Dans le genre anti-héros, après avoir visité les scènes de crime (Dexter), la mafia (Boardwalk Empire), les hôpitaux (House et Knick), le milieu de la drogue (Breaking Bad) et même un univers fantastico-médieval (Game of Thrones) vient cette fois la politique américaine. Et il y a matière à montrer à l'écran: coups bas, manipulations, conflits d'intérêts, jeu de sièges, promesses, compromis et vie privée des hommes et femmes de pouvoir. Quel bonheur de voir tous ces requins s'entre-bouffer, s'allier le temps d'un épisode pour se trahir le suivant. Et ce concept intelligent de rendre l'histoire plus immersive par le biais de ces face-à-face avec Spacey (concept gardé de l’œuvre anglaise), qui joue avec brio cette enflure droguée du pouvoir... Sera-t-il seulement un jour rassasié ?
On penserait qu'une série tirant sur les nombreux fils de la politique américaine ne serait accessible qu'à un public habitué du genre, mais des explications sont subtilement placé ci et là soit par les remarques d'observateurs qui jouent le jeu ou en sont victimes, soit directement grâce à Underwood face caméra. Néanmoins il ne faut pas se leurrer, la série nous donne simplement l’impression de comprendre tout ce qui s’y passe, alors qu’on ne fait simplement confiance qu’aux clins d’œil de Franck et à l’observation des résultats ; mine déconfite du perdant entre autres choses. La vie politique américaine pour les nuls en somme.
Il n’y a pas que Franck Underwood dans cette série, mais il faut avouer que sans lui House of Cards tomberait comme un château de cartes. D’un charisme incroyable, on regrette juste d’avoir l’impression de le connaître déjà sur tous ses aspects, inconvénient des face-à-face intimistes avec l’acteur. A moins que la prochaine saison nous en montre enfin plus, avec la dernière scène porteuse d’espoir de la saison 3.
En ce qui concerne les personnages secondaires, ils lui servent soit comme des pions sur son échiquier, comme soutiens, ou alors sont de parfaits bâtons dans ses roues pour rendre tout cela intéressant ; mais après tout la politique c’est bien rester debout face à ses détracteurs. Ils ont toutefois leurs propres ambitions et permettent des histoires secondaires assez intéressantes, mais qui ne mériterait pas leur propre série.

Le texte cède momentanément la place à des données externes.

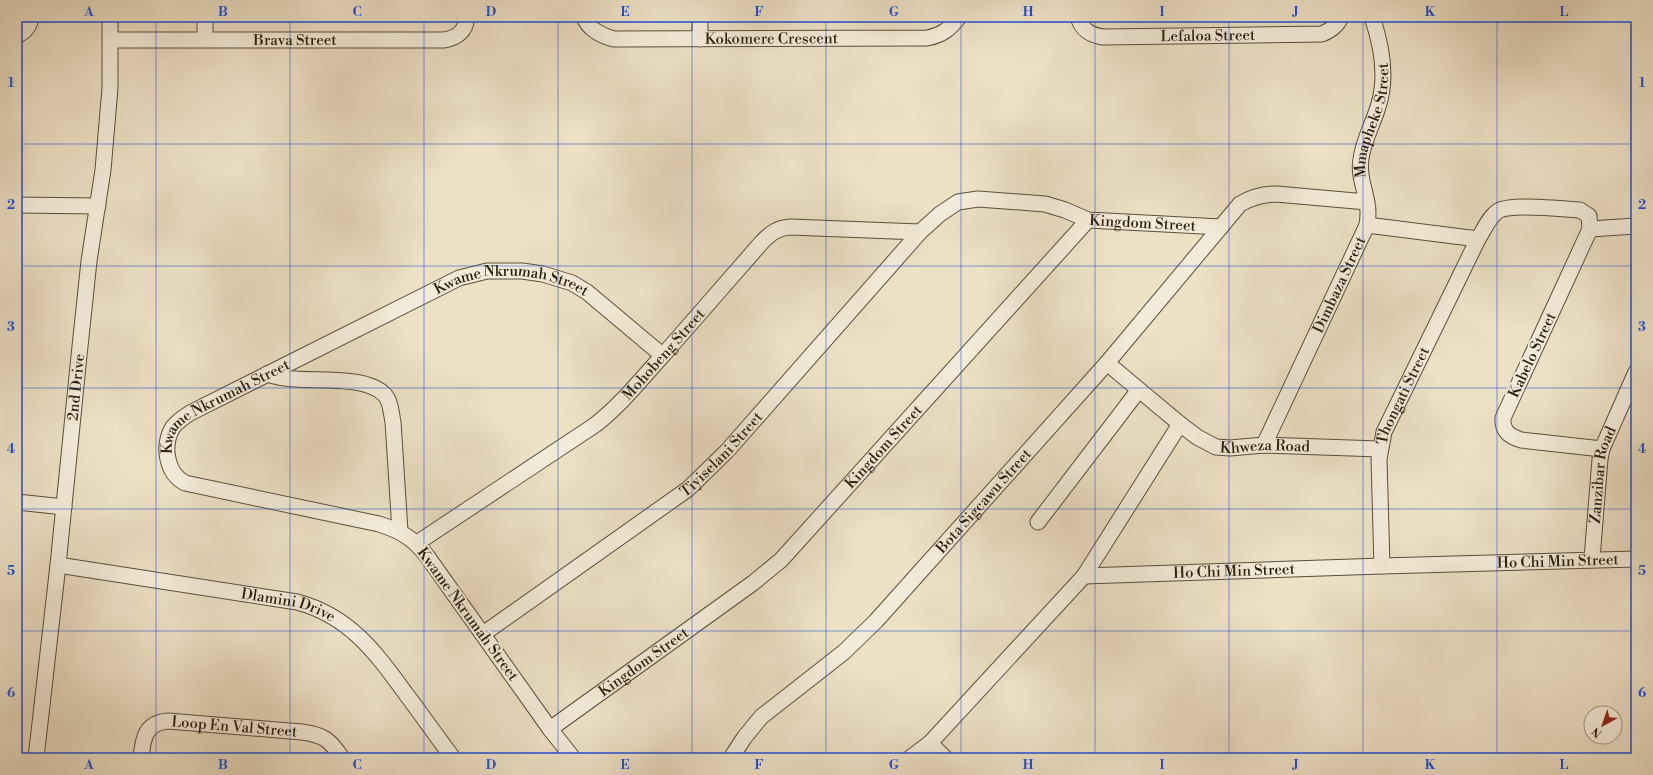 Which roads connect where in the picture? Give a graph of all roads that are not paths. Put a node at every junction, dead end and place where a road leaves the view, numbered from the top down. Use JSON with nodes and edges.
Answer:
{"nodes":[{"id":1,"x":31,"y":17,"type":"edge"},
{"id":2,"x":110,"y":17,"type":"edge"},
{"id":3,"x":204,"y":17,"type":"edge"},
{"id":4,"x":466,"y":17,"type":"edge"},
{"id":5,"x":584,"y":17,"type":"edge"},
{"id":6,"x":700,"y":17,"type":"edge"},
{"id":7,"x":959,"y":17,"type":"edge"},
{"id":8,"x":1078,"y":17,"type":"edge"},
{"id":9,"x":1341,"y":17,"type":"edge"},
{"id":10,"x":1372,"y":17,"type":"edge"},
{"id":11,"x":17,"y":36,"type":"edge"},
{"id":12,"x":205,"y":39,"type":"junction"},
{"id":13,"x":700,"y":39,"type":"junction"},
{"id":14,"x":111,"y":40,"type":"junction"},
{"id":15,"x":1367,"y":202,"type":"junction"},
{"id":16,"x":17,"y":205,"type":"edge"},
{"id":17,"x":98,"y":206,"type":"junction"},
{"id":18,"x":1088,"y":220,"type":"junction"},
{"id":19,"x":1367,"y":225,"type":"junction"},
{"id":20,"x":1636,"y":226,"type":"edge"},
{"id":21,"x":1221,"y":227,"type":"junction"},
{"id":22,"x":1590,"y":229,"type":"junction"},
{"id":23,"x":920,"y":232,"type":"junction"},
{"id":24,"x":1478,"y":239,"type":"junction"},
{"id":25,"x":662,"y":355,"type":"junction"},
{"id":26,"x":1107,"y":363,"type":"junction"},
{"id":27,"x":1636,"y":372,"type":"edge"},
{"id":28,"x":267,"y":374,"type":"junction"},
{"id":29,"x":1138,"y":391,"type":"junction"},
{"id":30,"x":1180,"y":424,"type":"junction"},
{"id":31,"x":1264,"y":446,"type":"junction"},
{"id":32,"x":1380,"y":449,"type":"junction"},
{"id":33,"x":1602,"y":449,"type":"junction"},
{"id":34,"x":17,"y":502,"type":"edge"},
{"id":35,"x":64,"y":507,"type":"junction"},
{"id":36,"x":1038,"y":522,"type":"dead end"},
{"id":37,"x":400,"y":531,"type":"junction"},
{"id":38,"x":418,"y":544,"type":"junction"},
{"id":39,"x":1592,"y":559,"type":"junction"},
{"id":40,"x":1636,"y":559,"type":"edge"},
{"id":41,"x":58,"y":565,"type":"junction"},
{"id":42,"x":1382,"y":566,"type":"junction"},
{"id":43,"x":1084,"y":576,"type":"junction"},
{"id":44,"x":483,"y":634,"type":"junction"},
{"id":45,"x":550,"y":728,"type":"junction"},
{"id":46,"x":930,"y":743,"type":"junction"},
{"id":47,"x":36,"y":758,"type":"edge"},
{"id":48,"x":141,"y":758,"type":"edge"},
{"id":49,"x":342,"y":758,"type":"edge"},
{"id":50,"x":453,"y":758,"type":"edge"},
{"id":51,"x":573,"y":758,"type":"edge"},
{"id":52,"x":731,"y":758,"type":"edge"},
{"id":53,"x":910,"y":758,"type":"edge"},
{"id":54,"x":945,"y":758,"type":"edge"}],
"edges":[{"from":1,"to":11,"type":"street"},
{"from":2,"to":14,"type":"street","name":"2nd Drive"},
{"from":3,"to":12,"type":"street"},
{"from":4,"to":12,"type":"street","name":"Brava Street"},
{"from":5,"to":13,"type":"street","name":"Kokomere Crescent"},
{"from":6,"to":13,"type":"street"},
{"from":7,"to":13,"type":"street","name":"Kokomere Crescent"},
{"from":8,"to":9,"type":"street","name":"Lefaloa Street"},
{"from":10,"to":15,"type":"street","name":"Mmapheke Street"},
{"from":12,"to":14,"type":"street","name":"Brava Street"},
{"from":14,"to":17,"type":"street","name":"2nd Drive"},
{"from":15,"to":19,"type":"street","name":"Mmapheke Street"},
{"from":15,"to":21,"type":"street","name":"Bota Sigcawu Street"},
{"from":16,"to":17,"type":"street"},
{"from":17,"to":35,"type":"street","name":"2nd Drive"},
{"from":18,"to":21,"type":"street","name":"Kingdom Street"},
{"from":18,"to":23,"type":"street","name":"Tiyiselani Street"},
{"from":18,"to":45,"type":"street","name":"Kingdom Street"},
{"from":19,"to":24,"type":"street","name":"Dimbaza Street"},
{"from":19,"to":31,"type":"street","name":"Dimbaza Street"},
{"from":20,"to":22,"type":"street"},
{"from":21,"to":26,"type":"street","name":"Bota Sigcawu Street"},
{"from":22,"to":24,"type":"street","name":"Thongati Street"},
{"from":22,"to":33,"type":"street","name":"Kabelo Street"},
{"from":23,"to":25,"type":"street","name":"Mohobeng Street"},
{"from":23,"to":44,"type":"street","name":"Tiyiselani Street"},
{"from":24,"to":32,"type":"street","name":"Thongati Street"},
{"from":25,"to":28,"type":"street","name":"Kwame Nkrumah Street"},
{"from":25,"to":38,"type":"street","name":"Mohobeng Street"},
{"from":26,"to":29,"type":"street","name":"Khweza Road"},
{"from":26,"to":52,"type":"street","name":"Bota Sigcawu Street"},
{"from":27,"to":33,"type":"street","name":"Zanzibar Road"},
{"from":28,"to":37,"type":"street"},
{"from":28,"to":37,"type":"street","name":"Kwame Nkrumah Street"},
{"from":29,"to":30,"type":"street","name":"Khweza Road"},
{"from":29,"to":36,"type":"street"},
{"from":30,"to":31,"type":"street","name":"Khweza Road"},
{"from":30,"to":43,"type":"street"},
{"from":31,"to":32,"type":"street","name":"Khweza Road"},
{"from":32,"to":42,"type":"street","name":"Thongati Street"},
{"from":33,"to":39,"type":"street","name":"Zanzibar Road"},
{"from":34,"to":35,"type":"street"},
{"from":35,"to":41,"type":"street","name":"2nd Drive"},
{"from":37,"to":38,"type":"street","name":"Kwame Nkrumah Street"},
{"from":38,"to":44,"type":"street","name":"Kwame Nkrumah Street"},
{"from":39,"to":40,"type":"street","name":"Ho Chi Min Street"},
{"from":39,"to":42,"type":"street","name":"Ho Chi Min Street"},
{"from":41,"to":47,"type":"street","name":"2nd Drive"},
{"from":41,"to":50,"type":"street","name":"Dlamini Drive"},
{"from":42,"to":43,"type":"street","name":"Ho Chi Min Street"},
{"from":43,"to":46,"type":"street"},
{"from":44,"to":45,"type":"street","name":"Kwame Nkrumah Street"},
{"from":45,"to":51,"type":"street","name":"Kwame Nkrumah Street"},
{"from":46,"to":53,"type":"street"},
{"from":46,"to":54,"type":"street"},
{"from":48,"to":49,"type":"street","name":"Loop En Val Street"}]}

Je garde toutefois une question en tête en regardant la série : peut-on faire confiance à cette œuvre ? Le fameux "Petrov" est-il, pour prendre un exemple récent, conforme à son modèle ou n'est-il pas un poil fantasmé, comme le reste ? Ou plutôt à quel point l’est-il ? A moins d'être très éclairé sur le sujet, le doute plane.
Du coup, après quelques rapides recherches, j’ai trouvé l’avis de Bill Clinton sur la série. Dans un premier temps très sceptique sur la possibilité de tuer quelqu'un et de réussir à rester au pouvoir, il finira par annoncer que la grande majorité (99% tout de même) est vraie, à part un souci de temps pour mettre en place un projet éducatif (1). Pour Barack Obama, je cite: "J'aimerais bien que les choses soient aussi efficaces et sans pitié." (2) ou encore "le quotidien à Washington est bien plus ennuyant que ça." (3). Deux points de vue de professionnels qui soulignent que les mécanismes correspondent à la réalité, les meurtres et la multitude de combines en moins. Sinon, en effet, la série ne ferait pas autant l’unanimité.
Ajoutons à cela que la série s’appuie sur des faits existants. Que ce soit la structure en forme de pêche, le scandale Wallmart, le conflit israélo-palestinien (je n’ai pas fait de recherches sur les détails) et l’entente tendue avec la Russie… tout ceci est vrai sur la forme. En parlant de Russie, j’ai tenté de vérifier les aveux du président russe et je n’ai rien trouvé sur le prétendu neveu gay de son ex-femme qu’il considérerait comme un fils. Mais il est indéniable que Poutine surfe sur l’homophobie qui touche son pays pour être populaire, du coup on reste dans le domaine du possible.
Bref, je ne m’attarderai pas sur la mise en scène impeccable et la photographie très soignée de la série (Fincher à la réalisation en même temps), et sa bande son qui met dans l’ambiance. Une série à voir sans attendre pour les fans du genre, mais à ne pas mettre entre les mains de personnes avides d’action ou ne s’intéressant absolument pas aux coulisses fantasmés du pouvoir.